Reopening the economy, coupled with mass vaccinations, could brighten the business outlook in the coming months. Before the new lockdown, economic performance this year had been projected to improve significantly at a real GDP growth of 4.7 percent, according to the IMF.

“Improving prospects for Covid-19 vaccines should enable the economy to transition back to growth through 2021,” StanChart’s #ticker:SCBK chief executive, Kariuki Ngari, said in a recent statement.

Should the economy improve faster than anticipated, banks will slow down their provisions.
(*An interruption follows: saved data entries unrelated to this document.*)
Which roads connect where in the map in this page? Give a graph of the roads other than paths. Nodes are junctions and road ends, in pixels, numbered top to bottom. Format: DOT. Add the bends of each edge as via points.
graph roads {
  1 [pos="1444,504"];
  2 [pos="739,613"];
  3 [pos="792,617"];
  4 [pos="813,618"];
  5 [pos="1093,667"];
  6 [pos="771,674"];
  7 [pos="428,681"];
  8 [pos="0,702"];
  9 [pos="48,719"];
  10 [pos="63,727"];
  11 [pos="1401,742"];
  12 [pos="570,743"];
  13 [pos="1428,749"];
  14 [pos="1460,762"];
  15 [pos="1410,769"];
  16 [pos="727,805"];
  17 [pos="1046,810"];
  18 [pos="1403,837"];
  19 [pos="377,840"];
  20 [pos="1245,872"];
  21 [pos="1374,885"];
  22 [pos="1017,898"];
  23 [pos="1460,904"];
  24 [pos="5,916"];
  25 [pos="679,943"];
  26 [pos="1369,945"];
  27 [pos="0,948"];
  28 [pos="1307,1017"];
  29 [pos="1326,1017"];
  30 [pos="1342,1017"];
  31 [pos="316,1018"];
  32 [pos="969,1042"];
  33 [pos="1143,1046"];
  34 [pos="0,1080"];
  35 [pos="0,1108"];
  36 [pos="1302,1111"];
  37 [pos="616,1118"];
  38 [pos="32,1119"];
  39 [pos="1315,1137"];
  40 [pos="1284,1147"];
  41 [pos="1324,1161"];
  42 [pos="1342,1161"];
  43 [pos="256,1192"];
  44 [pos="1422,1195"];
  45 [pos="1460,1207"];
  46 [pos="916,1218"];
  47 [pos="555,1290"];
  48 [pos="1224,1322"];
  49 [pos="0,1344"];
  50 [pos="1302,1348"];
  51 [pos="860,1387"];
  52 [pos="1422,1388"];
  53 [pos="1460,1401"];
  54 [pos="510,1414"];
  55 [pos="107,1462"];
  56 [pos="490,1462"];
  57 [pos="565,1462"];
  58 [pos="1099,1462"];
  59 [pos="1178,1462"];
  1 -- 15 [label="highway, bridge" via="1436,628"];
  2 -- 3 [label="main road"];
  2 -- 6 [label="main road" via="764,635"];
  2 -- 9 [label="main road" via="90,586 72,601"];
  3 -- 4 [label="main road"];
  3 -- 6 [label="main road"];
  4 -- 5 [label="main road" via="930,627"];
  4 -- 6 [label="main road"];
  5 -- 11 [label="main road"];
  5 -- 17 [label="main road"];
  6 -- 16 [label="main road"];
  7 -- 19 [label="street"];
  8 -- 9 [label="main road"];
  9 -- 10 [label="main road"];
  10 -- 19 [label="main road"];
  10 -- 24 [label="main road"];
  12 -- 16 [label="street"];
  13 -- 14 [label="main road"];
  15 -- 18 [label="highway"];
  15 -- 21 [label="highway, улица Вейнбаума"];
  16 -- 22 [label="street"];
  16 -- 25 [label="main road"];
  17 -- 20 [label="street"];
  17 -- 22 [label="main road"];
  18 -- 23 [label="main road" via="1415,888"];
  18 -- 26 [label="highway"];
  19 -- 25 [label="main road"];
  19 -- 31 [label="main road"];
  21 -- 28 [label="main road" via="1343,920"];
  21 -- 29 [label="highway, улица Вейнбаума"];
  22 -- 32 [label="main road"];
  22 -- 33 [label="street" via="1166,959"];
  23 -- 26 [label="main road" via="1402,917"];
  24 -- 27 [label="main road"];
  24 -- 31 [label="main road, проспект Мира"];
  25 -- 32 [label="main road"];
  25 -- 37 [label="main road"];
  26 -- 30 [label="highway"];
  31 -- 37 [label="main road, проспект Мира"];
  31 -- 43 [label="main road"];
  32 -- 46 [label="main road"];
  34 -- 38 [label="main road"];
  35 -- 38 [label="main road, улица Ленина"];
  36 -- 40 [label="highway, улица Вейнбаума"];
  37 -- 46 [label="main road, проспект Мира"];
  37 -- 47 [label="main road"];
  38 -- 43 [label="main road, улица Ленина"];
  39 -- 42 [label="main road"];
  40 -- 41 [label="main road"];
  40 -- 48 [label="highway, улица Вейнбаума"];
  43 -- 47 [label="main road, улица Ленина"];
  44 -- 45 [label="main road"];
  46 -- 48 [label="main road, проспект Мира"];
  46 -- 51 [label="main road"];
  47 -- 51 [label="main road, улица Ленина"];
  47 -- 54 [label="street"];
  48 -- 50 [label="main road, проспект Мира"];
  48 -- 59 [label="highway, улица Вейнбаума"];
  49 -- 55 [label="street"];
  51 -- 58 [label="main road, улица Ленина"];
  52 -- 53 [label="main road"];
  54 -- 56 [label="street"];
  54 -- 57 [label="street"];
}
The uncertainty has caused the nine banks to seek shelter in government bonds and T-bills, which offer guaranteed income and does not burden their capital base by requiring large provisions.

Their holdings of government securities increased by Sh234.2 billion to Sh1.2 trillion while loans rose by a smaller amount of Sh219.7 billion to Sh2.4 trillion.

Most of the institutions, with the exception of Co-op Bank #ticker:COOP and NCBA #ticker:NCBA, have also reduced or suspended dividend to bolster their capital or retain funds for expansion.

Equity, for instance, skipped dividends in 2019 and 2020, saving it a total of Sh15 billion. It reported the smallest profit drop among the big banks at 11.6 percent to Sh19.7 billion in the year ended December, helped by a large deferred tax of Sh8.2 billion.

Deferred taxes are obligations arising in the review period but will be paid in the future.

Equity’s #ticker:EQTY increased conservatism arises from the economic fallout from the pandemic besides the acquisitions it has been pursuing.

The bank spent $95 million (Sh10.4 billion) last year to buy a 66.5 percent stake in DRC’s Banque Commerciale Du Congo.

KCB #ticker:KCB reduced its dividend payout by Sh7.8 billion and has proposed a payout of Sh3.2 billion or Sh1 per share, down from Sh11 billion or Sh3.5 per share the year before.

Like Equity, KCB slashed its dividends partly to build a war chest to fund its impending acquisitions.

KCB is set to spend Sh4.4 billion to buy two banks in Tanzania and Rwanda from Atlas Mara, with the transactions expected to be concluded by June.